How do I know if I should continue with my therapist or see someone new? Is individual or group therapy more appropriate? What are the benefits of each?  

In general, it might be best to stick with a therapist with whom you already have an established strong relationship. If that therapist needs more support about how to specifically address postpartum symptoms they can consult with a specialist. However, if your symptoms are not subsiding and you feel you are not getting better then it’s important to speak with your therapist about this issue and get the help you need to get better. This may include seeing a PPD specialist.

Going to individual therapy versus group therapy is a very personal decision. One thing to keep in mind is that group therapy is different from general group support (like a mama’s circle or baby and me class). Group therapy is led by a professional and has therapeutic benefits and goals. Group support can also be useful, but it is not always led by a certified professional and the main purpose is to provide community and support. For some, the group experience is exactly what they are looking for as they need to puncture the suffering caused by isolation and they recognize they can achieve this by hearing their struggles echoed by others. This sharing of experience can be incredibly healing.

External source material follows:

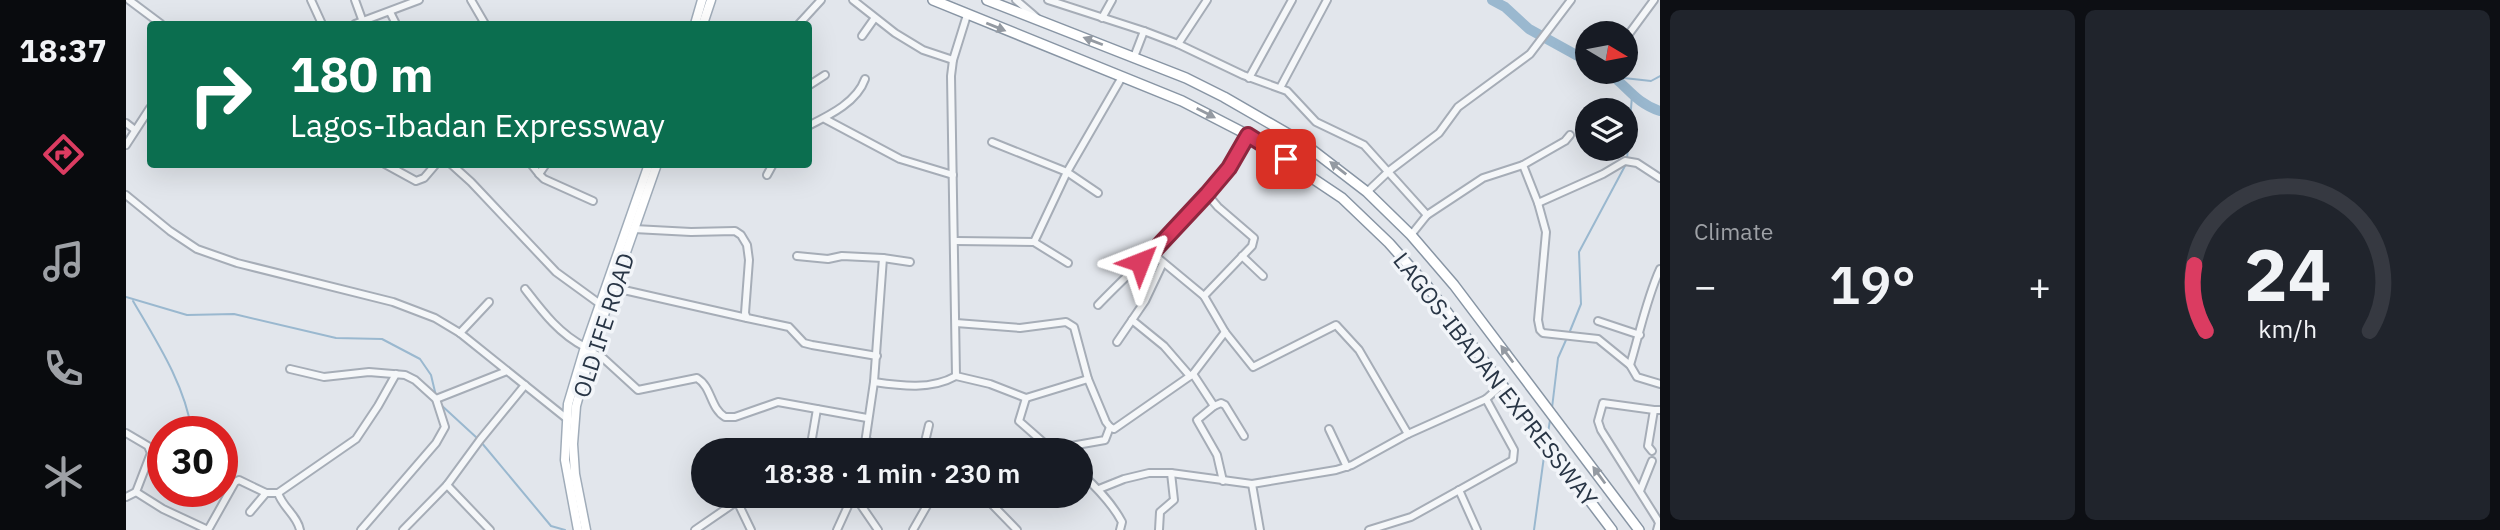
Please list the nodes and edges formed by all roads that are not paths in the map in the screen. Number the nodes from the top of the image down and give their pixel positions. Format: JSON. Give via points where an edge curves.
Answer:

If I have struggled with mental health issues in the past, how can I best prepare for the postpartum months?

This is such an important question. Try focusing on that which has ensured you feel well in the past. This could mean medication, psychotherapy, and a focus on self-care. If you’re not already connected with either individual, couples, or group counseling, that’s often a great place to start to ensure healthy support during this vulnerable time. We also encourage you to focus on compassion for yourself and on ensuring that you feel repleted and nourished. That means focusing on sleep and good sleep hygiene, a healthy diet, physical activity, and time in nature. It also means ensuring a well-rounded system of support and becoming comfortable asking for help. If you’re on medication, have a conversation with your doctor about the right dosing and your options for pregnancy and postpartum.